Below are entries. Pull out all lines containing "nodes".

··· Material provided

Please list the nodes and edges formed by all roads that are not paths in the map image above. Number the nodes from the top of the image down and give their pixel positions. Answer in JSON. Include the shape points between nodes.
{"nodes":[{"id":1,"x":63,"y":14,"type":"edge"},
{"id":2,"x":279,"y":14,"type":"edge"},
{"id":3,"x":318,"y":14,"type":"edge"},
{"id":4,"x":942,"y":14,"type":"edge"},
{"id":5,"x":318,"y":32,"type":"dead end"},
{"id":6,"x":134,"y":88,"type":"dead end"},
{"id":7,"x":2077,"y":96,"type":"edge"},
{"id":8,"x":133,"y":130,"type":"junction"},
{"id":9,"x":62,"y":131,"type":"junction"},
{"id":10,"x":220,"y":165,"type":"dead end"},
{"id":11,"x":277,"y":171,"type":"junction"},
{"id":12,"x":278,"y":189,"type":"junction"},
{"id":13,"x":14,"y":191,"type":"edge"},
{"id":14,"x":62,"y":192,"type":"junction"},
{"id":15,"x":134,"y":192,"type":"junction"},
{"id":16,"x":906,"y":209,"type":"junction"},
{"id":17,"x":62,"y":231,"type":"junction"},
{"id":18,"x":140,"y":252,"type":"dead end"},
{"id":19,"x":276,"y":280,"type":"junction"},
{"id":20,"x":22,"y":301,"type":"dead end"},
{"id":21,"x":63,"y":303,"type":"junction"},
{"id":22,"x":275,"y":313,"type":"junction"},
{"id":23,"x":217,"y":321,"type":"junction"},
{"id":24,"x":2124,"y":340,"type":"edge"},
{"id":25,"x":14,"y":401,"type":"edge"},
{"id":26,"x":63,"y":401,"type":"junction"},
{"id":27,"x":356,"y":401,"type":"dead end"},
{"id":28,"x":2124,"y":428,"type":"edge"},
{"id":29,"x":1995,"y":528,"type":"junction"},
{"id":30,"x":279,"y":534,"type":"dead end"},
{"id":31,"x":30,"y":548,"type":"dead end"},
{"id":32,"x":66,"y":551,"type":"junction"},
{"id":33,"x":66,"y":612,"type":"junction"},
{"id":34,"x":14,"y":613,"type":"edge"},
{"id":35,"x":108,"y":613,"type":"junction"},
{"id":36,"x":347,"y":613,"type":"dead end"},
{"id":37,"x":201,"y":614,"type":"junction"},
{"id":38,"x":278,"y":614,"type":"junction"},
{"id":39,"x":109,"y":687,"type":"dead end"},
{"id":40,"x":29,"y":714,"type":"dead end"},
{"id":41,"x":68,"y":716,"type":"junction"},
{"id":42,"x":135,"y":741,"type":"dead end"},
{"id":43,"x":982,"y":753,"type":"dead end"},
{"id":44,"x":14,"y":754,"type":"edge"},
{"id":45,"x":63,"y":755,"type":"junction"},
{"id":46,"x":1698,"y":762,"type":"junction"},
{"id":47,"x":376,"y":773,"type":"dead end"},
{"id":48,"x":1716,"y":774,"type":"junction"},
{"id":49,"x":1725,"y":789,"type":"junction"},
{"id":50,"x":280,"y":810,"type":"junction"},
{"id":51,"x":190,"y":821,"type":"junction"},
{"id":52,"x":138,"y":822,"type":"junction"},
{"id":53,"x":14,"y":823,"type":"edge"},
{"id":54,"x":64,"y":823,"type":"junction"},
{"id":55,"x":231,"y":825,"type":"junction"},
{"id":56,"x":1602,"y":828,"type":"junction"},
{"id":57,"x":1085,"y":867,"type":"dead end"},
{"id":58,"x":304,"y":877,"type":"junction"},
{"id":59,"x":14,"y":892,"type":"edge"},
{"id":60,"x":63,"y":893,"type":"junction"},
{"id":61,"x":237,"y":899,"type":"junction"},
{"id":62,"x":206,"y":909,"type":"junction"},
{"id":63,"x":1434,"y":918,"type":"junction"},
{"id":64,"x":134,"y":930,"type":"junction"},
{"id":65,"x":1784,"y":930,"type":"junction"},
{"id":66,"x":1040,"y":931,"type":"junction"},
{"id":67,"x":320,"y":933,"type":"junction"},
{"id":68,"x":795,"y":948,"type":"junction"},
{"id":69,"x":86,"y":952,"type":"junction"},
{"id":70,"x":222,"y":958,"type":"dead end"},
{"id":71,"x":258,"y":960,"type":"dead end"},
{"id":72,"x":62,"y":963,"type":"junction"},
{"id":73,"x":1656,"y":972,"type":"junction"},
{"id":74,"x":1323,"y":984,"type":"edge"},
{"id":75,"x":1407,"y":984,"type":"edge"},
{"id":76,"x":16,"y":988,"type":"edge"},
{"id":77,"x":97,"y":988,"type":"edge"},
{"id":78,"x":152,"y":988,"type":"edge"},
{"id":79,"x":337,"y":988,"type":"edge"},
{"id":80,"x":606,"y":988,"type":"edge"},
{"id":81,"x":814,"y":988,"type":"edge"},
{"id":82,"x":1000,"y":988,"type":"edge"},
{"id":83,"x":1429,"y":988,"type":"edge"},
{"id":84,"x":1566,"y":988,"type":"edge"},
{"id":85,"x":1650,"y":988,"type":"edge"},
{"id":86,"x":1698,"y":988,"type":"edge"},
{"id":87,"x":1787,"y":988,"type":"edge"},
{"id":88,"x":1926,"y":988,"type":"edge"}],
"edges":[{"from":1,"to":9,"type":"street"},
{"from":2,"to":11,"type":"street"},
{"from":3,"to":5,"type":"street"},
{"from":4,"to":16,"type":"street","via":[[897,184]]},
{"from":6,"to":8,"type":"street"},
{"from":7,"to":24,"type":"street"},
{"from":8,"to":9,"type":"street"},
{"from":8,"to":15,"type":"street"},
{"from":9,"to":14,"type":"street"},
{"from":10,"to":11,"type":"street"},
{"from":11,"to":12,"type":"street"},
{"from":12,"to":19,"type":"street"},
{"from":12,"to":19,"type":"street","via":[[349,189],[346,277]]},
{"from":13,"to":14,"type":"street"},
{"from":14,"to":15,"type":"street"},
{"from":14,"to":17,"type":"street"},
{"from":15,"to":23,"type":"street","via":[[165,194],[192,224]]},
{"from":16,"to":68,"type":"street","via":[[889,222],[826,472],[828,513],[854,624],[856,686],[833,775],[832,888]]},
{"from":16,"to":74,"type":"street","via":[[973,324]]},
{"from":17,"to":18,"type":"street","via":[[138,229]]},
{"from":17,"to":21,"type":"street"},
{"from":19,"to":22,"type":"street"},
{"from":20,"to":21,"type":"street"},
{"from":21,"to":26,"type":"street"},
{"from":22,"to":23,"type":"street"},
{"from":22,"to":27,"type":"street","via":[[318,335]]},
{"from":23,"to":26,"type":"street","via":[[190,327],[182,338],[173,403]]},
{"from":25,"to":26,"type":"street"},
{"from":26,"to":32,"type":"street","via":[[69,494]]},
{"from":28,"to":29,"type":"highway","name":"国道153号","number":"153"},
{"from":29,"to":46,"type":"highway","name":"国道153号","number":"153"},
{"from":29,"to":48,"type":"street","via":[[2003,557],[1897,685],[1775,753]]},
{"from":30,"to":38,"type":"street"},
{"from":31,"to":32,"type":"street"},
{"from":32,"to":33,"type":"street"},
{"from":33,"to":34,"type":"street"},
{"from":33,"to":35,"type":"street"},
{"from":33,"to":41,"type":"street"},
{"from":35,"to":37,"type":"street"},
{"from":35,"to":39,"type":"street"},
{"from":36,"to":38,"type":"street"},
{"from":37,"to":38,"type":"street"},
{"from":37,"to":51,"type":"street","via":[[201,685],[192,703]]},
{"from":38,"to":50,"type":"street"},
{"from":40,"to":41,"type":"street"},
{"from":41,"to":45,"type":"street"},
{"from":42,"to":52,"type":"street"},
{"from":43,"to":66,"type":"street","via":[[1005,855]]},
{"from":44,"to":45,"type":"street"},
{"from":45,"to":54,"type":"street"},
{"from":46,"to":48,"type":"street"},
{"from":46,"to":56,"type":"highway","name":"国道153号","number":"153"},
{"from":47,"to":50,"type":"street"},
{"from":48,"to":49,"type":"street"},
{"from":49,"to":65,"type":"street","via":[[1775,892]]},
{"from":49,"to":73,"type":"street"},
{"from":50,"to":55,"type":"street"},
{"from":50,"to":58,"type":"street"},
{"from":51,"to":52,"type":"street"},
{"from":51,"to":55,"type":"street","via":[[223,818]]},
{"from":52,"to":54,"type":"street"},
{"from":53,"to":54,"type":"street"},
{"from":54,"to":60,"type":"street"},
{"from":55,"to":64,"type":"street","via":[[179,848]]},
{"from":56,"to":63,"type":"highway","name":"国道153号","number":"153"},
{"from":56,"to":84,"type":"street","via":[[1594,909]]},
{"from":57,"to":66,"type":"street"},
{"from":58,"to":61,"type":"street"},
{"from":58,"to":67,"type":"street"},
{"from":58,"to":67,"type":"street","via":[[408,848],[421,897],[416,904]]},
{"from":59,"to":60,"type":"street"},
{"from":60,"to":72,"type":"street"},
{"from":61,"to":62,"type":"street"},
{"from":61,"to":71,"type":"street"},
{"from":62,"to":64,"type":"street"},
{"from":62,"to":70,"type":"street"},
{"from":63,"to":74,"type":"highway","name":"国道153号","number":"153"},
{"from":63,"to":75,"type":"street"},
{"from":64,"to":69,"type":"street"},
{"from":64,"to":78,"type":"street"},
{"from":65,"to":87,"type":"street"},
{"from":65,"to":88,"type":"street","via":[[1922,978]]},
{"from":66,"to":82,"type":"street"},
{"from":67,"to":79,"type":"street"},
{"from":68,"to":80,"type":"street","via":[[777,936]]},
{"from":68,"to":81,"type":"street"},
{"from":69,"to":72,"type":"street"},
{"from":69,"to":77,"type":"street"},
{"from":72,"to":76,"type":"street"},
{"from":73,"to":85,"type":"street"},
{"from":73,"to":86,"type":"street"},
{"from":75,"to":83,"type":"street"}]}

······

◆ Output
Please list the nodes and edges formed by all roads that are not paths in the map image above. Number the nodes from the top of the image down and give their pixel positions. Answer in JSON. Include the shape points between nodes.
{"nodes":[{"id":1,"x":63,"y":14,"type":"edge"},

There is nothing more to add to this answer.